[Collection entries]
--- START ---
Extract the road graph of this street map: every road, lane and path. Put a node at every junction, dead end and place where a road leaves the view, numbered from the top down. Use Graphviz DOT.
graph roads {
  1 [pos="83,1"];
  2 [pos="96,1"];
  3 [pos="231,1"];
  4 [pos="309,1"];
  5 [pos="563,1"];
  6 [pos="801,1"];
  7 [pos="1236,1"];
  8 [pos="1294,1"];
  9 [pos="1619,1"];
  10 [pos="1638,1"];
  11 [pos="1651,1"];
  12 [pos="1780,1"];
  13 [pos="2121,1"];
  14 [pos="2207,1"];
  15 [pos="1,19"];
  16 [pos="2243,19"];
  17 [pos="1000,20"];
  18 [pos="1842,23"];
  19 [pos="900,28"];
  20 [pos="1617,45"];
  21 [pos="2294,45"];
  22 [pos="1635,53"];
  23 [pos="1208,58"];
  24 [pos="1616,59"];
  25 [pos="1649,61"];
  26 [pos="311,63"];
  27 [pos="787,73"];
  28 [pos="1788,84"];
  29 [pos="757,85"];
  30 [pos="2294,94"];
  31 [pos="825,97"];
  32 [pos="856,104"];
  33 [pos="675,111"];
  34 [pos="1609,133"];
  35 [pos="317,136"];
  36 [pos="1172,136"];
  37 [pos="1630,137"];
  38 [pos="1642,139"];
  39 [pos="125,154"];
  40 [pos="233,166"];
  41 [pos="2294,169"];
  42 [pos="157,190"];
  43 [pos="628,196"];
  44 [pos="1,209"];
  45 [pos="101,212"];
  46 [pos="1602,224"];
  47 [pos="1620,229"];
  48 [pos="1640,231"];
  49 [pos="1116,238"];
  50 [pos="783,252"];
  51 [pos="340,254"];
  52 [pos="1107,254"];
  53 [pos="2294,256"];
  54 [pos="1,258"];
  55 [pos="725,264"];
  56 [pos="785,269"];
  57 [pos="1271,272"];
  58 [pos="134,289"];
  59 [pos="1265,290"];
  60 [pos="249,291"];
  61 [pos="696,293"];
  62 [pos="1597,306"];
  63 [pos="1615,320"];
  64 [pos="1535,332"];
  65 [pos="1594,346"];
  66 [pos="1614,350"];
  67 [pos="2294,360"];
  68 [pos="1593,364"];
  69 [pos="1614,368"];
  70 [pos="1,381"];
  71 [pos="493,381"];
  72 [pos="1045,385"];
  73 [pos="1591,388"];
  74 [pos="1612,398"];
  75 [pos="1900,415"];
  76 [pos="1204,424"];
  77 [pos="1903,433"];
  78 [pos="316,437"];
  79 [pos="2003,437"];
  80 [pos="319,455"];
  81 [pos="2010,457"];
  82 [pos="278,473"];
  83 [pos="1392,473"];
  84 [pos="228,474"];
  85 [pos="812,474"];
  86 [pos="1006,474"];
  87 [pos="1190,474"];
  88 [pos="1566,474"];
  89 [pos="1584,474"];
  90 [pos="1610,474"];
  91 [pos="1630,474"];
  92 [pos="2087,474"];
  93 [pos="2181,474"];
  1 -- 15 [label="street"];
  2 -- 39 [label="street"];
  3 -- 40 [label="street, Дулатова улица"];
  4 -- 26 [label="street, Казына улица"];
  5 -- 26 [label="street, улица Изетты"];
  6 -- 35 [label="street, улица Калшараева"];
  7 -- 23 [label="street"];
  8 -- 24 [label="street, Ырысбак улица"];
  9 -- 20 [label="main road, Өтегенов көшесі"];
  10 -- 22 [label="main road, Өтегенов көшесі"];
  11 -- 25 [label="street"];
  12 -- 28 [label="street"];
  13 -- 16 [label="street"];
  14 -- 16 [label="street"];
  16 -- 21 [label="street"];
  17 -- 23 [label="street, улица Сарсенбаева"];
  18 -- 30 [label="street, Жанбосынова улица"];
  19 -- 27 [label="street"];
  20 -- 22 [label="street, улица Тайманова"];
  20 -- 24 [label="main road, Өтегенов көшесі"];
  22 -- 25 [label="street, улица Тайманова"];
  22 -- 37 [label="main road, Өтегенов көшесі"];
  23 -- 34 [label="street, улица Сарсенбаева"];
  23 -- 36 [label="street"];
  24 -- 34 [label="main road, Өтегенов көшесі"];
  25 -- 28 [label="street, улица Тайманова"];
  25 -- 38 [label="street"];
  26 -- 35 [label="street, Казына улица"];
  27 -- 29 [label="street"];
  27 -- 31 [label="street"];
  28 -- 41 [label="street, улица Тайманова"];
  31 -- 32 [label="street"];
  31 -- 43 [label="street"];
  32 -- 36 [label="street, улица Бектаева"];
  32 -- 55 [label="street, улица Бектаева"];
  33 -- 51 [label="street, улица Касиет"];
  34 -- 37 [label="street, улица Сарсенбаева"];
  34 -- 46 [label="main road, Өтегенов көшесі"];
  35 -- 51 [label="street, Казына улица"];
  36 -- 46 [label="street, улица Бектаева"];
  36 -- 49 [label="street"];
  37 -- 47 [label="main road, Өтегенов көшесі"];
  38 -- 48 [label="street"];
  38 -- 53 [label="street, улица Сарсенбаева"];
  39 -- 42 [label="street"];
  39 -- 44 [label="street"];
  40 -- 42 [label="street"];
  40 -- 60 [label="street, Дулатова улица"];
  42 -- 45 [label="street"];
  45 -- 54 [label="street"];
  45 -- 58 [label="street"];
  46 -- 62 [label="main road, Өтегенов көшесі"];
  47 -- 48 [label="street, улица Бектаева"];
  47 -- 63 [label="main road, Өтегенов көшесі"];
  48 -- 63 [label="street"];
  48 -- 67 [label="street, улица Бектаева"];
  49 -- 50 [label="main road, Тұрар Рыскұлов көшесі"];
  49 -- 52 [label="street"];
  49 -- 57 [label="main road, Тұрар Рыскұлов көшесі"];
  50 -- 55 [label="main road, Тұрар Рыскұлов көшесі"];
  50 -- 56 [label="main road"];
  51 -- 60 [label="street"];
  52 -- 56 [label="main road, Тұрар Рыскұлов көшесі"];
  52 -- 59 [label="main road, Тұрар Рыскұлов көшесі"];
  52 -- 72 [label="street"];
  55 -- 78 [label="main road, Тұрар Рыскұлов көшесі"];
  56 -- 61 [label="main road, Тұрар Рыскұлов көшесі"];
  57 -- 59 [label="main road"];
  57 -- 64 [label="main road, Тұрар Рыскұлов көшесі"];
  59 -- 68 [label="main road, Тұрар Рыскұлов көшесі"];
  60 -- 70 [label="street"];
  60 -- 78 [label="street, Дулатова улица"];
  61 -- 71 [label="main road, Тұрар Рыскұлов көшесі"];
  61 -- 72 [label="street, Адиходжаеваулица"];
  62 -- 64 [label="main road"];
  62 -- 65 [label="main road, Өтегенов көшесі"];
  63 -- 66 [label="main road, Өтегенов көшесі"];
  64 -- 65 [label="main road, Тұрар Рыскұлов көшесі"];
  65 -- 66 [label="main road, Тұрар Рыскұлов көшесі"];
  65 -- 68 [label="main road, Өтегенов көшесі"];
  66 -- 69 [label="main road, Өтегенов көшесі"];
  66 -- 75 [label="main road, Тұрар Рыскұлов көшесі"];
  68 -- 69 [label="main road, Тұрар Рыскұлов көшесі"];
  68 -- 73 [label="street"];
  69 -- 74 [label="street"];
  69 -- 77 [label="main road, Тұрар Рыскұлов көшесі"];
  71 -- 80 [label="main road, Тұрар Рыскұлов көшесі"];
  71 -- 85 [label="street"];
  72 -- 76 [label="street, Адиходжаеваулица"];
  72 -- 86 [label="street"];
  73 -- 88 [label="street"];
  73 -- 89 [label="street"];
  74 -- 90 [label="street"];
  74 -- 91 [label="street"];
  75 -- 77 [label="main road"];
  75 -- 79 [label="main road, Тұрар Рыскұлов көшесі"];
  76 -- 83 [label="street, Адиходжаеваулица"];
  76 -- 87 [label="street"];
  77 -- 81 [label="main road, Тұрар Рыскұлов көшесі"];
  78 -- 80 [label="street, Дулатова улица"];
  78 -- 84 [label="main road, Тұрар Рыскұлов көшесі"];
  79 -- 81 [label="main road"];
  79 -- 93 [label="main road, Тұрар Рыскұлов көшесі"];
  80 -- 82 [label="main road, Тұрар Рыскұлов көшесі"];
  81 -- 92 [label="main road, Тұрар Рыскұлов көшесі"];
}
--- END ---
**The task**
Out of the preceding entries, pull each line that contains the word "Тайманова".

**Answer below**
  20 -- 22 [label="street, улица Тайманова"];
  22 -- 25 [label="street, улица Тайманова"];
  25 -- 28 [label="street, улица Тайманова"];
  28 -- 41 [label="street, улица Тайманова"];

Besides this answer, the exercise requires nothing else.